Additionally, these studies have shown that the amount of HIV produced every day is much greater than previously thought, from 100-700 million new viruses per day. Equally surprising are measurements which show that the immune system is producing over a billion CD4 cells per day. The half-life of HIV is only 2 days (50% of the virus produced today is gone in two days). Therefore 98% of the viral load in the body is produced by cells infected within the last week. Also, most of the new virus produced is the result of newly infected cells. Thus, over a period of years there is a massive immune response to the production of large numbers of new viruses. Eventually, the immune system is unable to produce enough CD4 cells to overcome the viral production and the immune system weakens. This is a very dynamic process, not one characterized by a latent period, nor one characterized by a weak immune response.

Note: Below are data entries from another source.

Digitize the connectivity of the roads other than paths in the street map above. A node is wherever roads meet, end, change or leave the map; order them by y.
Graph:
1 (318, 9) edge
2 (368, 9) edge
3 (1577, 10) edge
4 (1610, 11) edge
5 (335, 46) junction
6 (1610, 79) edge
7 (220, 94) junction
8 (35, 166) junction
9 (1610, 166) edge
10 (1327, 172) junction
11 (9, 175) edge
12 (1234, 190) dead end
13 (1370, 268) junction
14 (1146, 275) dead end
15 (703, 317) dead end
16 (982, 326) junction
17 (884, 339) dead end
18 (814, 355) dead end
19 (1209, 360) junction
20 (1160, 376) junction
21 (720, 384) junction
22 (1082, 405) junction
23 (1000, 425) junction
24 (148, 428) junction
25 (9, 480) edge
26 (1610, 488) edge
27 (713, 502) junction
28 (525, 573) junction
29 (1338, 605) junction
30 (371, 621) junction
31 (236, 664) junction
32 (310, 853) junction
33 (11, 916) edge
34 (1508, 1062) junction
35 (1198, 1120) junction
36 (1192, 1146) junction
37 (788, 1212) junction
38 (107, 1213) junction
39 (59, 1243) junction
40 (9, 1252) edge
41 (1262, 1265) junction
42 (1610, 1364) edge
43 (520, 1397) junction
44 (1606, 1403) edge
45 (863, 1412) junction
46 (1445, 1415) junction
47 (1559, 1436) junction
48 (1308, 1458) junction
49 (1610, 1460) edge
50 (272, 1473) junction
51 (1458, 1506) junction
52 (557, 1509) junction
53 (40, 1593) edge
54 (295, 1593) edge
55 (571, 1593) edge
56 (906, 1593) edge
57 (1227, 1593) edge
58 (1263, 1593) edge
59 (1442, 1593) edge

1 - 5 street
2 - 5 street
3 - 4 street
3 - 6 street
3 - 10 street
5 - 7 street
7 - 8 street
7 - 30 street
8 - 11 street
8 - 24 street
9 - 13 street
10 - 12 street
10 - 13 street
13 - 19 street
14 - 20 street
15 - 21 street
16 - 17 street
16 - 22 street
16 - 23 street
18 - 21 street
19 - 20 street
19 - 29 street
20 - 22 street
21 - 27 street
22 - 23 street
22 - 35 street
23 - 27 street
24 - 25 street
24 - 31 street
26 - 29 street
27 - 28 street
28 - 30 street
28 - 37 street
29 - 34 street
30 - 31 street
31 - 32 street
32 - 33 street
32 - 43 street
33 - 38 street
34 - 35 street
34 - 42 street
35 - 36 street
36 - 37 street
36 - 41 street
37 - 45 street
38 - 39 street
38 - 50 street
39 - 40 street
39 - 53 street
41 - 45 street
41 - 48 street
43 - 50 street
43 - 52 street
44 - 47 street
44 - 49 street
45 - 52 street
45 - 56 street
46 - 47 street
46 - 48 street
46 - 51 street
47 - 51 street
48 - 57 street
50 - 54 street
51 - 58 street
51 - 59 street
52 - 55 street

Quantitative HIV Blood Tests

These new findings have been made possible by the rapid advances the last two years in techniques to accurately quantitate (measure) the number of HIV present in peripheral lymphocytes (and other mononuclear cells, or monocytes) and in the plasma (the cell-free portion of the blood). There are two techniques now readily available to measure HIV levels in the blood; they are the branched DNA test (bDNA) and the quantitative polymerase chain reaction (Q PCR)., Both tests measure HIV RNA. HIV carries its genetic information on two strands of RNA (ribonucleic acid). When HIV enters a cell it transfers its genetic information into the host cell as DNA (deoxyribonucleic acid), using an enzyme called reverse transcriptase. (The drugs AZT, ddC, ddI, d4T, and 3TC all interfere with this enzyme). The genetic information inserted into the host DNA may now be used to produce new virus by copying the information from the DNA back to viral RNA. [The Q PCR and bDNA assays measure specifically the viral RNA and not the messenger RNA (mRNA) which is produced to direct the synthesis of proteins used to build the new viruses, which include two strands of viral RNA.] Both the bDNA and Q PCR measure the amount of HIV RNA present in the plasma or in lymphocytes (and other monocytes). Studies have shown that the plasma HIV RNA is an accurate reflection of intracellular viral production.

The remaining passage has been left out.